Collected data
--- START ---
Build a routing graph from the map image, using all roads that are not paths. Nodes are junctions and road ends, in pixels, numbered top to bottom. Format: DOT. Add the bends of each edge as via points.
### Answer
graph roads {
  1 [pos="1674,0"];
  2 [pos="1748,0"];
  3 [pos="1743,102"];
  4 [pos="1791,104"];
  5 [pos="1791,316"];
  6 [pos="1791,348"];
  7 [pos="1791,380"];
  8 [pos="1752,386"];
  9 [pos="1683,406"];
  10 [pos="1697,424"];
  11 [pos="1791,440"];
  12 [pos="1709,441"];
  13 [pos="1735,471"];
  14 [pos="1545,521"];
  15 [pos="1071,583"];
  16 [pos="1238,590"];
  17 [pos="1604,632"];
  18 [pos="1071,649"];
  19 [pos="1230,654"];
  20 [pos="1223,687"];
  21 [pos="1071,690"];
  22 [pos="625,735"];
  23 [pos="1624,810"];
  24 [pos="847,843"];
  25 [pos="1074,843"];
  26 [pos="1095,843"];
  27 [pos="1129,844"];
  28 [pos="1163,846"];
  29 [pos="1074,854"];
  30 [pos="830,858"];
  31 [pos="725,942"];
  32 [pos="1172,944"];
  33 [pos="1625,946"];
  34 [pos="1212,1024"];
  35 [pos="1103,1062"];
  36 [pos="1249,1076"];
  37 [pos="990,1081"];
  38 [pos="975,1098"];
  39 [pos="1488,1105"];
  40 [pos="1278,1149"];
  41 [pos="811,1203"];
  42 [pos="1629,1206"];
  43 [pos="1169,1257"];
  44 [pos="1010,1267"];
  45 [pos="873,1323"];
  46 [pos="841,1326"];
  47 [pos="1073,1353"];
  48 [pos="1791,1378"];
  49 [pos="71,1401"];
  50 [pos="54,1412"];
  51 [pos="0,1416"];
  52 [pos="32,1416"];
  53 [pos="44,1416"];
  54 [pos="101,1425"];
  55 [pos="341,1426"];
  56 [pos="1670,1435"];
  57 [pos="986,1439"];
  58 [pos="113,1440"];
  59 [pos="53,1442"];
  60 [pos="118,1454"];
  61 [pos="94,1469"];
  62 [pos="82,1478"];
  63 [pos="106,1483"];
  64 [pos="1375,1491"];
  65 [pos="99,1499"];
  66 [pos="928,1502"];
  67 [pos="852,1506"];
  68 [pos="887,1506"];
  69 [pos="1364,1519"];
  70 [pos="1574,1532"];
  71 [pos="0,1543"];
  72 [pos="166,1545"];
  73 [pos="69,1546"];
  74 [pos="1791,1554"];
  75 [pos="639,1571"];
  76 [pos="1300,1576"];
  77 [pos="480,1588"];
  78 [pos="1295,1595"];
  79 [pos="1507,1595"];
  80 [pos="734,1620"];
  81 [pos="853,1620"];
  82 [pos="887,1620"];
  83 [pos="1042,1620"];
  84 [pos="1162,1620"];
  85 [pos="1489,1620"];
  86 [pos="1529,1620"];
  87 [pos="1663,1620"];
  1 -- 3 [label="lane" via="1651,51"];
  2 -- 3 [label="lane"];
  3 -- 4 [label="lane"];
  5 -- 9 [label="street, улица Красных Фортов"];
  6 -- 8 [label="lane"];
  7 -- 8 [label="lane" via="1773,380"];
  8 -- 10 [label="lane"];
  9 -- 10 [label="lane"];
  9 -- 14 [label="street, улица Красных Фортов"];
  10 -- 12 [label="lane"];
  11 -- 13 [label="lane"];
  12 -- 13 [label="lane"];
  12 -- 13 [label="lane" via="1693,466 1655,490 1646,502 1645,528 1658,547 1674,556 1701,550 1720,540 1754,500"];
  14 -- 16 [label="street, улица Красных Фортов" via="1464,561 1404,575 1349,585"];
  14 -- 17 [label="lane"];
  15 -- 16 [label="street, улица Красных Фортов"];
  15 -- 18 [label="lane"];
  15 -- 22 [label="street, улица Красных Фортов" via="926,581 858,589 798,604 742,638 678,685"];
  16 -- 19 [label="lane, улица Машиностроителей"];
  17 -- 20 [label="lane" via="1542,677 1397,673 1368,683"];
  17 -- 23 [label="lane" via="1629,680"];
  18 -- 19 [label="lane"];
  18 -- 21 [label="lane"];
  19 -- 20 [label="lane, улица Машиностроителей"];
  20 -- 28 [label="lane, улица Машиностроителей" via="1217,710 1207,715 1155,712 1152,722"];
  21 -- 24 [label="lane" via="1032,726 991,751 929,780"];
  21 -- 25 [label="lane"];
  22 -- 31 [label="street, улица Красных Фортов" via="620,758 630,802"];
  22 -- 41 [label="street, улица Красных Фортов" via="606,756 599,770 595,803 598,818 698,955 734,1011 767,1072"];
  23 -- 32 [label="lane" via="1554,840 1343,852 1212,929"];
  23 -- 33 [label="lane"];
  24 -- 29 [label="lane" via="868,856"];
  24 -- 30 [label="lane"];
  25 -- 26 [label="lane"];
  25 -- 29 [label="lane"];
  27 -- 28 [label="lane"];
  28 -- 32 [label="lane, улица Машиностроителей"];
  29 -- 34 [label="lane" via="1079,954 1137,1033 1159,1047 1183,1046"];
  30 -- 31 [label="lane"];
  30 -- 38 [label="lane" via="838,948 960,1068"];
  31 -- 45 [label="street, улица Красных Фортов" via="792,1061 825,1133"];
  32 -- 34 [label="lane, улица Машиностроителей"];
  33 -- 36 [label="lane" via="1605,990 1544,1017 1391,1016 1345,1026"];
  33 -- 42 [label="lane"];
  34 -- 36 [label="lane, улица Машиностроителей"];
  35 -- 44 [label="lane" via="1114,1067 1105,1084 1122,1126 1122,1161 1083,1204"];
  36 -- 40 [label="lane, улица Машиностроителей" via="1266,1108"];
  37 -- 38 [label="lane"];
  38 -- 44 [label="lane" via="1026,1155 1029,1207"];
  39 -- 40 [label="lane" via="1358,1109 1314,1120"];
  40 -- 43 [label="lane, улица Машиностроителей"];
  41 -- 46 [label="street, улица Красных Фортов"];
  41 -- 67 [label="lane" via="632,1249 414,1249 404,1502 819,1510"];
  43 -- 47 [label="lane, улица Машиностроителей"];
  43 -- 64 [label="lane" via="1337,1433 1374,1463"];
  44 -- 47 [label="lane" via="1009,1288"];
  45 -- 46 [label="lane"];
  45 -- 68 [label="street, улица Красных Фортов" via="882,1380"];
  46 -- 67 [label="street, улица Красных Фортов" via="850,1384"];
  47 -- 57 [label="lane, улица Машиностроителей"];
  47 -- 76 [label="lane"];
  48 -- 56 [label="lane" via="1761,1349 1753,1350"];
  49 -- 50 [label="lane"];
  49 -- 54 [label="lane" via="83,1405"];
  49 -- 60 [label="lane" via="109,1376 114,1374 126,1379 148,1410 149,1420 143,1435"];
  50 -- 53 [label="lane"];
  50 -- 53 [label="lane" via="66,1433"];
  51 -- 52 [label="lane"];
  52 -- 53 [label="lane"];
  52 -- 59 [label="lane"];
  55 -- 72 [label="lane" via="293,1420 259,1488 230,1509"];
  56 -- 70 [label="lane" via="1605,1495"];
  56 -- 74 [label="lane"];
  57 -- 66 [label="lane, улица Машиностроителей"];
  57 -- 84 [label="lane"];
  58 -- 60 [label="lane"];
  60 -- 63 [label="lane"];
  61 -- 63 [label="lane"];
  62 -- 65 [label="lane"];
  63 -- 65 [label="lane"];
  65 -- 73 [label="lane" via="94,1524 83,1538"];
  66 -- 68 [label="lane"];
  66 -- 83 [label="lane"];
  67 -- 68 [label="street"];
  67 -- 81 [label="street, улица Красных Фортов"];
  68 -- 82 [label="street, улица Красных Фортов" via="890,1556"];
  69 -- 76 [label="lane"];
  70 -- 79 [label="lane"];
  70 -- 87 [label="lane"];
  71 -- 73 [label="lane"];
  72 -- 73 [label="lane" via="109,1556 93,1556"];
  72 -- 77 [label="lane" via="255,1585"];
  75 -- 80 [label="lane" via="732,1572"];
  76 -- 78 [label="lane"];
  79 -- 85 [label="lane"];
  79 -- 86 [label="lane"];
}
--- END ---
#### [Work request]
Could you copy every line from the records that has "roads" in it?

#### [Response to the task]
Build a routing graph from the map image, using all roads that are not paths. Nodes are junctions and road ends, in pixels, numbered top to bottom. Format: DOT. Add the bends of each edge as via points.
graph roads {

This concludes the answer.